La campagne des élections européennes a duré de longs mois. Et pourtant, au soir du 9 juin, les politiciens et les éditorialistes n’ont pas pris de vacances. En effet, devant l‘incontestable percée du Rassemblement national, Emmanuel Macron a préféré dissoudre l’Assemblée nationale. Remettant en jeu le mandat des 577 députés. Avec seulement quelques jours pour organiser la campagne des législatives anticipées. Cette décision, hautement controversée, n’a pas vraiment plus à Édouard Philippe :
« Le président de la République a tué la majorité présidentielle. Il l’a dissoute. C’est pas moi qui suis parti, c’est pas des frondeurs qui l’auraient énervé. Il a décidé de la dissoudre. », clamait le président du parti politique Horizons en juin dernier.

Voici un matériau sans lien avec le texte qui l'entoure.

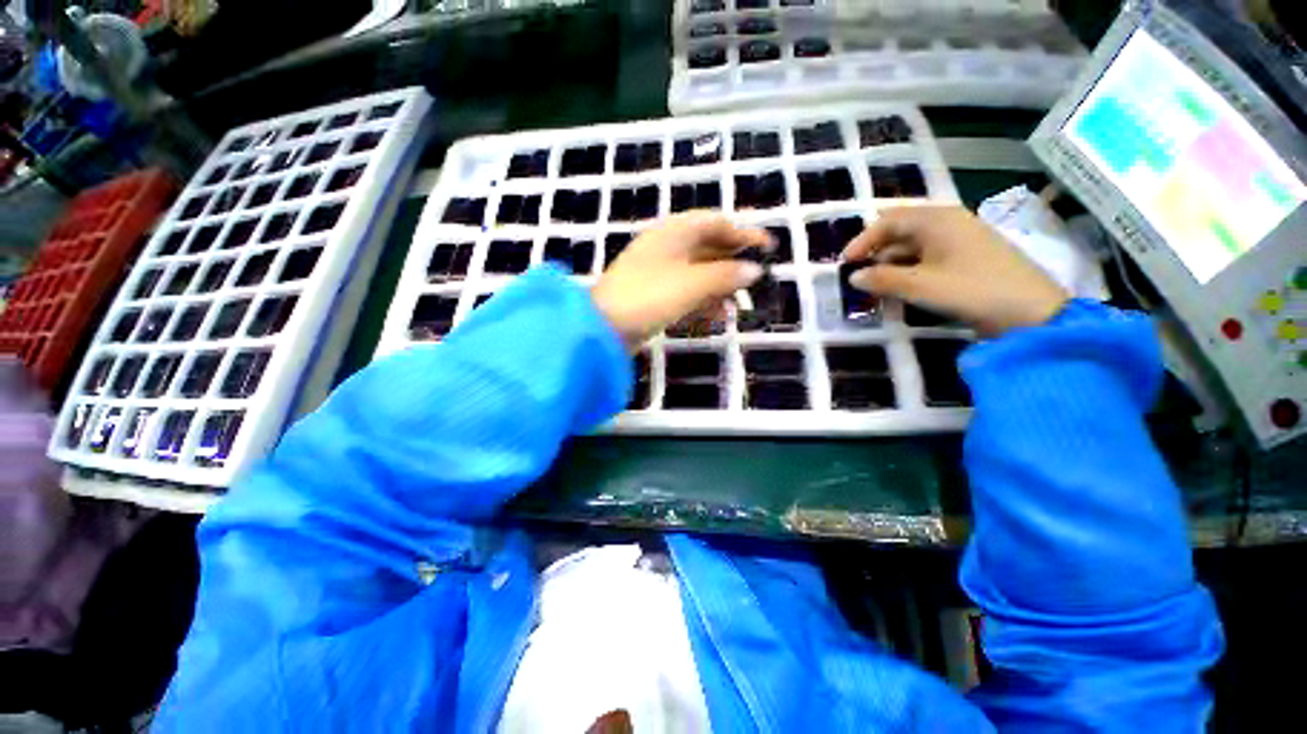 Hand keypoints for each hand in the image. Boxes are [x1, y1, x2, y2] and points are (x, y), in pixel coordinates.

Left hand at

Depuis, moins de 3 semaines ont passé. Entre les deux tours, il a fallu s’arranger, pour éviter la disparition du bloc central (Ensemble, Modem, Horizons…) dans l’hémicycle. Et éviter la majorité absolue pour le RN. Mission réussie, avec l’appui non négligeable des candidats du Nouveau Front Populaire. Dès l’annonce des résultats, Édouard Philippe a immédiatement rappelé qu’il n’envisageait pas une coalition avec la gauche. Mais voilà que son historique avec Marine Le Pen refait surface…

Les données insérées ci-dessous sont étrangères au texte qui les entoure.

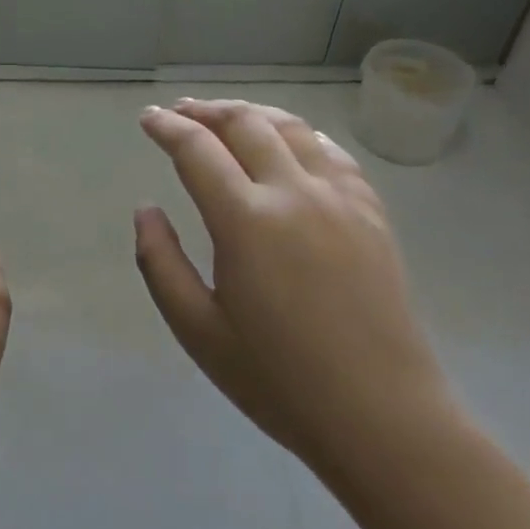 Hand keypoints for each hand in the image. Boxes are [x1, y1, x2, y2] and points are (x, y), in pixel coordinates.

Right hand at [134, 99, 455, 482]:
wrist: (383, 418)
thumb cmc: (279, 380)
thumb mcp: (198, 330)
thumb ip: (160, 262)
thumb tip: (146, 210)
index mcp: (245, 221)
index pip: (197, 149)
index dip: (167, 127)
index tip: (147, 117)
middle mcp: (293, 193)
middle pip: (244, 124)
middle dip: (205, 110)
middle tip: (180, 112)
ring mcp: (339, 198)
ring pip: (290, 127)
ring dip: (251, 113)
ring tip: (227, 116)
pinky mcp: (371, 212)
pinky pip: (332, 152)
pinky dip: (299, 133)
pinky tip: (289, 141)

Édouard Philippe en négociation avec le RN ?
Depuis sa création, mais plus encore, sur les quinze dernières années, ce parti classé à l’extrême-droite par le Conseil d’État se pose comme l’ennemi du système. Un récit politico-médiatique qui marche. Puisque parmi les Français, beaucoup voient le RN comme leur planche de salut. La seule planche qui ne soit pas pourrie à leurs yeux d’ailleurs. En surface, la classe politique fait toujours mine de se pincer le nez face à Marine Le Pen. Mais en coulisses, le dialogue existe. C’est Libération qui a lancé un pavé dans la mare. En titrant sur les rendez-vous organisés avec elle, chez Thierry Solère (député LREM de 2017 à 2022). Et en désignant Édouard Philippe. Tel une sorte d’agent double, prêt à pactiser avec le RN, loin des plateaux télé.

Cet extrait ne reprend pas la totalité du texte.